Instructions to follow: Pull every line containing "Jalan" from the listing below.

Data in this exercise:

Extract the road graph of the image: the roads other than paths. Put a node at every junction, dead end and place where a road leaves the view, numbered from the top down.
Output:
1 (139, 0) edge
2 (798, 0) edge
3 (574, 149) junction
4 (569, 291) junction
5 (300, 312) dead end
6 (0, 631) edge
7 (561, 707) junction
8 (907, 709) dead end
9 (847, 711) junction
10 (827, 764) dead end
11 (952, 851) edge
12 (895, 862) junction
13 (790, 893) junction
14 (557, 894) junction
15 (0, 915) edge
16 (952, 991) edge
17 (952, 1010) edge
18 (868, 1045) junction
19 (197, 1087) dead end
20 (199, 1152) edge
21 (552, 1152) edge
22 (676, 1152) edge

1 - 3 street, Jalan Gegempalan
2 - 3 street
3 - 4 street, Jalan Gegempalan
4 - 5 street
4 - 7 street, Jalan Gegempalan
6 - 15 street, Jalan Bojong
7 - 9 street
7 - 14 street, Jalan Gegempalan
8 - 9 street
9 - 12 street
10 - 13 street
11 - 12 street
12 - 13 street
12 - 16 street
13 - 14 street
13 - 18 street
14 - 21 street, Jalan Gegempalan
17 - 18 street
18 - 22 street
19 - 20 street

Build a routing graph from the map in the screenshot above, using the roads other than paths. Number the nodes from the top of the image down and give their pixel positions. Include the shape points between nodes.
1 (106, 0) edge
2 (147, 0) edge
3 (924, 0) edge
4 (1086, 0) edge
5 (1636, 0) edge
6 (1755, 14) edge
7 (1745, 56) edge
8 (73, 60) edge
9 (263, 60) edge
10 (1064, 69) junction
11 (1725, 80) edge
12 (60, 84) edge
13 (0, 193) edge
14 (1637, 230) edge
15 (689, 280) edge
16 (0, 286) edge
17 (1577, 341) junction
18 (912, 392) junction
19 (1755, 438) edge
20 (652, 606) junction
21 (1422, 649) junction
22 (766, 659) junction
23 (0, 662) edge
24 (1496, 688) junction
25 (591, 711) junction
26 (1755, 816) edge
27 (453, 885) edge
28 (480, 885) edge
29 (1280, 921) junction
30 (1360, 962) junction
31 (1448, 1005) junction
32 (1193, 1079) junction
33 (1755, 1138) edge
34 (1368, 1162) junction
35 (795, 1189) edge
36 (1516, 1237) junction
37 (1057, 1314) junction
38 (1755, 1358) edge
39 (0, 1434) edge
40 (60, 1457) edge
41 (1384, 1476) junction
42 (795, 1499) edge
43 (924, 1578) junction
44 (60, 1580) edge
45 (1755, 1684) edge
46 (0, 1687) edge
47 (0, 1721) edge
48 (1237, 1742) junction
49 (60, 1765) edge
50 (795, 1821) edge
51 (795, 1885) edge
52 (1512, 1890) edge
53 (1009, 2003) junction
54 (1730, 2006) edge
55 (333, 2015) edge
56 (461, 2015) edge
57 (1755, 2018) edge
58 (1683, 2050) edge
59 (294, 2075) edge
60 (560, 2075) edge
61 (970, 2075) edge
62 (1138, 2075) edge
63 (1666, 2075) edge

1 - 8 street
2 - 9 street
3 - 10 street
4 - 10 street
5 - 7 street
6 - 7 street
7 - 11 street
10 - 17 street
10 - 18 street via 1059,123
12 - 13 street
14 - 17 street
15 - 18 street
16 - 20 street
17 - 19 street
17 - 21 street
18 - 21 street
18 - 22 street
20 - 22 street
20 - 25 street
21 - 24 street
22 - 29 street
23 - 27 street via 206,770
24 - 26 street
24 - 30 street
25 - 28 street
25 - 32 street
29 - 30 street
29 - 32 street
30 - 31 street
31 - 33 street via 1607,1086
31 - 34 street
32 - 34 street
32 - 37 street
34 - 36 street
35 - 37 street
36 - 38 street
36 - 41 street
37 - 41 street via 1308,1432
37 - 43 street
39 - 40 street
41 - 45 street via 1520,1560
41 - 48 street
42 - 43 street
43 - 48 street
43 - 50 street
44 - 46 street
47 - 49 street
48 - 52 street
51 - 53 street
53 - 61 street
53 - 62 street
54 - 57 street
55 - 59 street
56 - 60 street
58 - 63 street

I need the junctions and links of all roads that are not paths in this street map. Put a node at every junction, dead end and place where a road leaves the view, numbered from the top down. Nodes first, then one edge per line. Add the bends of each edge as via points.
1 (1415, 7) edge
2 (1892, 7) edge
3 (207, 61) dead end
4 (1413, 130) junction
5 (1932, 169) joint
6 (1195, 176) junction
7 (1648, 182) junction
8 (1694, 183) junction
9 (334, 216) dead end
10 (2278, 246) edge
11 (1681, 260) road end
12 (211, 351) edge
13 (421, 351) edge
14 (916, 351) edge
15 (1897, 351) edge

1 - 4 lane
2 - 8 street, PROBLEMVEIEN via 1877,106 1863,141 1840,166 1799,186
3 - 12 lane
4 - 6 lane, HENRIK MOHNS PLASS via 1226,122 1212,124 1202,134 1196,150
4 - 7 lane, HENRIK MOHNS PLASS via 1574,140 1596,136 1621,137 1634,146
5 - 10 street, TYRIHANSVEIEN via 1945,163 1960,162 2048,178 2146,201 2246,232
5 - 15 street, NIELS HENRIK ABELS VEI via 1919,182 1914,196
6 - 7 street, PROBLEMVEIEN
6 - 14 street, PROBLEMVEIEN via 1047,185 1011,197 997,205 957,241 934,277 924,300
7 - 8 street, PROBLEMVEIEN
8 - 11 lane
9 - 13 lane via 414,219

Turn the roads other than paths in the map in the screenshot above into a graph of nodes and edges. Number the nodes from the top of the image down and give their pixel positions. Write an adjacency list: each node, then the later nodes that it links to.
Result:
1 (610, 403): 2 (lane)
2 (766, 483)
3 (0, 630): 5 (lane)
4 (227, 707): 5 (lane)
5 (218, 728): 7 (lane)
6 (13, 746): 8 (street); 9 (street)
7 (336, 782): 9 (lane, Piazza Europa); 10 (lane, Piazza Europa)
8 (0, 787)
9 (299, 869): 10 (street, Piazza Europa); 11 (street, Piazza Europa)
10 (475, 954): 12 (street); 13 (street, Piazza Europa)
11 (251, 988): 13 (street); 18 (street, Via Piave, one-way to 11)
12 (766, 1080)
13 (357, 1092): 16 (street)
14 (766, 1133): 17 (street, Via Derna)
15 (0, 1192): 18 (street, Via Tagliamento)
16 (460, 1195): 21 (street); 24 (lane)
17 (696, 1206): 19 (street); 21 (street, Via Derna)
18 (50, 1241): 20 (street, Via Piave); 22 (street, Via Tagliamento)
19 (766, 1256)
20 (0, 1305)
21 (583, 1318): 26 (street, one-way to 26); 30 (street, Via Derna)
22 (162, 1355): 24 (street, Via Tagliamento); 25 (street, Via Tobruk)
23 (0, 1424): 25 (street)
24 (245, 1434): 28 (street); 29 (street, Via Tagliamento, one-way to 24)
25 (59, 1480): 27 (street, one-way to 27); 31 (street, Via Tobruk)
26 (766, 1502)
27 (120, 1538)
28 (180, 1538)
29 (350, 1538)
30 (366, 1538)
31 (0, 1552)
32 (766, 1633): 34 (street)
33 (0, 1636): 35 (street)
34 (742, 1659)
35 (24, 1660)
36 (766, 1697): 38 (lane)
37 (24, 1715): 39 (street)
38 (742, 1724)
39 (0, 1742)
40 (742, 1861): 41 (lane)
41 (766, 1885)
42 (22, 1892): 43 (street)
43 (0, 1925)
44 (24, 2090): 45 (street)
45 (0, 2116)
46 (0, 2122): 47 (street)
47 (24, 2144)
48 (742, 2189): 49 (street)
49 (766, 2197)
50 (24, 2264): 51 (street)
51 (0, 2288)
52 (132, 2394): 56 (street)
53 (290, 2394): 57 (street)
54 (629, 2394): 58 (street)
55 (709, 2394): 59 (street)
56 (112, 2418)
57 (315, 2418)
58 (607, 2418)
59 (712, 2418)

Your response:
1 - 3 street, Jalan Gegempalan
3 - 4 street, Jalan Gegempalan
4 - 7 street, Jalan Gegempalan
6 - 15 street, Jalan Bojong
7 - 14 street, Jalan Gegempalan
14 - 21 street, Jalan Gegempalan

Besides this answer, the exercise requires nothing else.